> WHAT THE TASK REQUIRES: Find the lines below that include the word "road" and state how many there are, adding nothing.

+---+

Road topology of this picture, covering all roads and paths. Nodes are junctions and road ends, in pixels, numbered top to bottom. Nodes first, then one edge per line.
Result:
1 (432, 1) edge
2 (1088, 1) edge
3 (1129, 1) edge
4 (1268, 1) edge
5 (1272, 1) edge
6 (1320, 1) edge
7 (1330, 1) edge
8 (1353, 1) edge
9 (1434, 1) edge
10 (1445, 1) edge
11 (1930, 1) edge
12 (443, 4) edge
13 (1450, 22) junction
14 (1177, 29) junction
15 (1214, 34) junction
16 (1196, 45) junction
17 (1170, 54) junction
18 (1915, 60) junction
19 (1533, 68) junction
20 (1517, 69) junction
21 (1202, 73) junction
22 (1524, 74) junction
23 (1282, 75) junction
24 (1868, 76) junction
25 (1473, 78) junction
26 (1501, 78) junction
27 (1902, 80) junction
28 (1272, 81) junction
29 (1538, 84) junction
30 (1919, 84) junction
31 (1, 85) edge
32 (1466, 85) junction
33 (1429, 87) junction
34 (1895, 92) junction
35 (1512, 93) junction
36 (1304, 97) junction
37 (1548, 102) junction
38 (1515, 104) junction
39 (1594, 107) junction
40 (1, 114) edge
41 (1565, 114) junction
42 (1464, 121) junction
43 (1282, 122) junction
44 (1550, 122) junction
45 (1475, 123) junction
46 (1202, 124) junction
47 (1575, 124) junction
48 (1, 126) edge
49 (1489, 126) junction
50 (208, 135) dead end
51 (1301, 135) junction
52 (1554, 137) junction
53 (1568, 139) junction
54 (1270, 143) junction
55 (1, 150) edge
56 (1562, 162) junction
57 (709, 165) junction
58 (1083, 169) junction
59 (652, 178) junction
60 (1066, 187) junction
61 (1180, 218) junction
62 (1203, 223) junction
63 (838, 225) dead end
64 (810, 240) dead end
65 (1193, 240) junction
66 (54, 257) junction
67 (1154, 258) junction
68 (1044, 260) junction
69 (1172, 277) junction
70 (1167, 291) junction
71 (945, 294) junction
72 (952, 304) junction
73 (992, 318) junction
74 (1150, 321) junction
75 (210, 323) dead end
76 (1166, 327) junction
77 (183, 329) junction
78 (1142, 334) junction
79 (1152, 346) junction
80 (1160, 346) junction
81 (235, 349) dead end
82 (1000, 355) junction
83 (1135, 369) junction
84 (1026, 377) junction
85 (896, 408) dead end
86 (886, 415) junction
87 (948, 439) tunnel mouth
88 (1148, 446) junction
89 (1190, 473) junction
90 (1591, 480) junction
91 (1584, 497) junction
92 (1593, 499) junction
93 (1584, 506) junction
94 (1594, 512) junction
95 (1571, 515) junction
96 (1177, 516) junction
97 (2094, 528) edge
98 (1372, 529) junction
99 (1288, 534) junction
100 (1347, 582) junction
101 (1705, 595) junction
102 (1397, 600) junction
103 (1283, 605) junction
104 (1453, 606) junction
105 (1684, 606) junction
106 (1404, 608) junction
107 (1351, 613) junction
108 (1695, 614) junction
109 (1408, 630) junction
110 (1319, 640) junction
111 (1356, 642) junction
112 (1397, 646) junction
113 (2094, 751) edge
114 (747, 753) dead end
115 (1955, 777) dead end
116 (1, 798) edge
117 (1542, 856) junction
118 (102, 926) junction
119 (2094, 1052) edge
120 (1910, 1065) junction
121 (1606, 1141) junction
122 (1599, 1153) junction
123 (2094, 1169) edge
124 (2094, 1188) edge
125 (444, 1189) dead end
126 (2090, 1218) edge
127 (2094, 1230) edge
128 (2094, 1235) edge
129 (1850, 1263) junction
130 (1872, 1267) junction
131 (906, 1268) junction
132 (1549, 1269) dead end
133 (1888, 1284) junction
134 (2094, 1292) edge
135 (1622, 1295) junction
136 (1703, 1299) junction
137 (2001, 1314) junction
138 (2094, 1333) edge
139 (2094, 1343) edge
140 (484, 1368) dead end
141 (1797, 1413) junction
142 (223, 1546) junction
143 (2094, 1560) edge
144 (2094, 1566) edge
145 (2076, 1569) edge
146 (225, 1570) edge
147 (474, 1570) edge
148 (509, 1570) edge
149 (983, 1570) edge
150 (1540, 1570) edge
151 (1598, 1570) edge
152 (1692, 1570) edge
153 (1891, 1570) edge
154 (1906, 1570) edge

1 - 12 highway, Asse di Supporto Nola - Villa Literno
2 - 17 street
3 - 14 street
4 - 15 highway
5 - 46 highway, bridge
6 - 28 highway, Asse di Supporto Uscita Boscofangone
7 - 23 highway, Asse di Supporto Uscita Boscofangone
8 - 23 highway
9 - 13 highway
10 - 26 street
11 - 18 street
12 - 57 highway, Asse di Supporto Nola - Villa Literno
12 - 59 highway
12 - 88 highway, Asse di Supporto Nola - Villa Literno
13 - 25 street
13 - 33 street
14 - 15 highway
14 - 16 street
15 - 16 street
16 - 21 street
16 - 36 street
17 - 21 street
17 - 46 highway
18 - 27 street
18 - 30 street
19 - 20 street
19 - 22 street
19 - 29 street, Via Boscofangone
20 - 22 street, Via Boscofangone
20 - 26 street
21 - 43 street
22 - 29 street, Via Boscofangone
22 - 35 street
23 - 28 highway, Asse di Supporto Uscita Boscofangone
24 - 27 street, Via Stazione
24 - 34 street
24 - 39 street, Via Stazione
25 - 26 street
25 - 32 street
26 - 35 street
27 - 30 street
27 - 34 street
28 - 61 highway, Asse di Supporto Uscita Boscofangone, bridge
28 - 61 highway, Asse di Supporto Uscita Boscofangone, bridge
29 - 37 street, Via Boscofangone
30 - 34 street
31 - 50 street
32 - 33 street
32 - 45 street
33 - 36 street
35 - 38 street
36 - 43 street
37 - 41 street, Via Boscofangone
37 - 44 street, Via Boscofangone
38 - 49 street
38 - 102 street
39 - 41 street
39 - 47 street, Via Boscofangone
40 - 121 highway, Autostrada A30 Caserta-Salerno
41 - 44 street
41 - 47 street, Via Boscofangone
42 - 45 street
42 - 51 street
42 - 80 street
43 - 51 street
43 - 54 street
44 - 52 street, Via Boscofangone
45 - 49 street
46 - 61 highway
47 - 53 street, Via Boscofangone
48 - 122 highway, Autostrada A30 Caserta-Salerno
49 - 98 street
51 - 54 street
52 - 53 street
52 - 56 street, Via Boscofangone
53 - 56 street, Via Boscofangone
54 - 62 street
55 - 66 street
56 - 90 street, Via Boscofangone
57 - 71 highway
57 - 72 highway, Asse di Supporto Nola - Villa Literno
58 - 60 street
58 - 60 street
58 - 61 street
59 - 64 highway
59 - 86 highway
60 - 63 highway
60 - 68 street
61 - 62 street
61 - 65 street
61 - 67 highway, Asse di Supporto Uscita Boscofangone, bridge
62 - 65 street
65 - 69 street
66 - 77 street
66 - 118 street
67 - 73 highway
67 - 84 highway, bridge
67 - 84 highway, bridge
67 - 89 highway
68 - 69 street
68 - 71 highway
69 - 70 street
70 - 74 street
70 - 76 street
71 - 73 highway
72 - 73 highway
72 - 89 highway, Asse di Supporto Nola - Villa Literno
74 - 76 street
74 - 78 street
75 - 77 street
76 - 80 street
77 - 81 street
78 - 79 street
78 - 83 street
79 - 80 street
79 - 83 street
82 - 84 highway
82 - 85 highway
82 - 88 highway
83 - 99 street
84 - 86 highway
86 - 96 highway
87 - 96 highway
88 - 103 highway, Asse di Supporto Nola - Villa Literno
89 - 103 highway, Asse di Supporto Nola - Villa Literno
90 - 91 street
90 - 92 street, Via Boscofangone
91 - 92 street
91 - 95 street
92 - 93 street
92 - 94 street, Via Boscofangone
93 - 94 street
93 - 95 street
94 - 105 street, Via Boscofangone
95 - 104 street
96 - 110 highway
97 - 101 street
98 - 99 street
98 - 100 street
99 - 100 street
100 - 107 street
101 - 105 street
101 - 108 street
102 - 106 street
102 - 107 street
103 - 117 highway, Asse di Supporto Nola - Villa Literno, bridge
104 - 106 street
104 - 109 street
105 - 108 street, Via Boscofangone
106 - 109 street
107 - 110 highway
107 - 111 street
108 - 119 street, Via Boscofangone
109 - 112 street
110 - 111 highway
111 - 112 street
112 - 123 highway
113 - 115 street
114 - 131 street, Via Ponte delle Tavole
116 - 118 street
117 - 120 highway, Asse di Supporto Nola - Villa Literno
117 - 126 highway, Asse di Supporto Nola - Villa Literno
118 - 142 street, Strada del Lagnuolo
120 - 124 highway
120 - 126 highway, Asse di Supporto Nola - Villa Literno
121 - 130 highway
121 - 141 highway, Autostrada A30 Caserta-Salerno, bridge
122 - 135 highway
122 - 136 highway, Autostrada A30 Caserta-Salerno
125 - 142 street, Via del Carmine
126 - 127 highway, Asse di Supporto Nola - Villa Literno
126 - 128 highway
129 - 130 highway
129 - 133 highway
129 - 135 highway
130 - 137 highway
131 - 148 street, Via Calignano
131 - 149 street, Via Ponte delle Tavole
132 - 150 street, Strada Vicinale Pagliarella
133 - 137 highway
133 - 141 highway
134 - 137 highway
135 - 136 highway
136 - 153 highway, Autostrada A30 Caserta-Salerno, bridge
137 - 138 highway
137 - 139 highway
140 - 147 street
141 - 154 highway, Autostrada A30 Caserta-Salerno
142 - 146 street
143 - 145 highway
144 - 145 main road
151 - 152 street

+---+

> RESULT OF THE EXERCISE: 2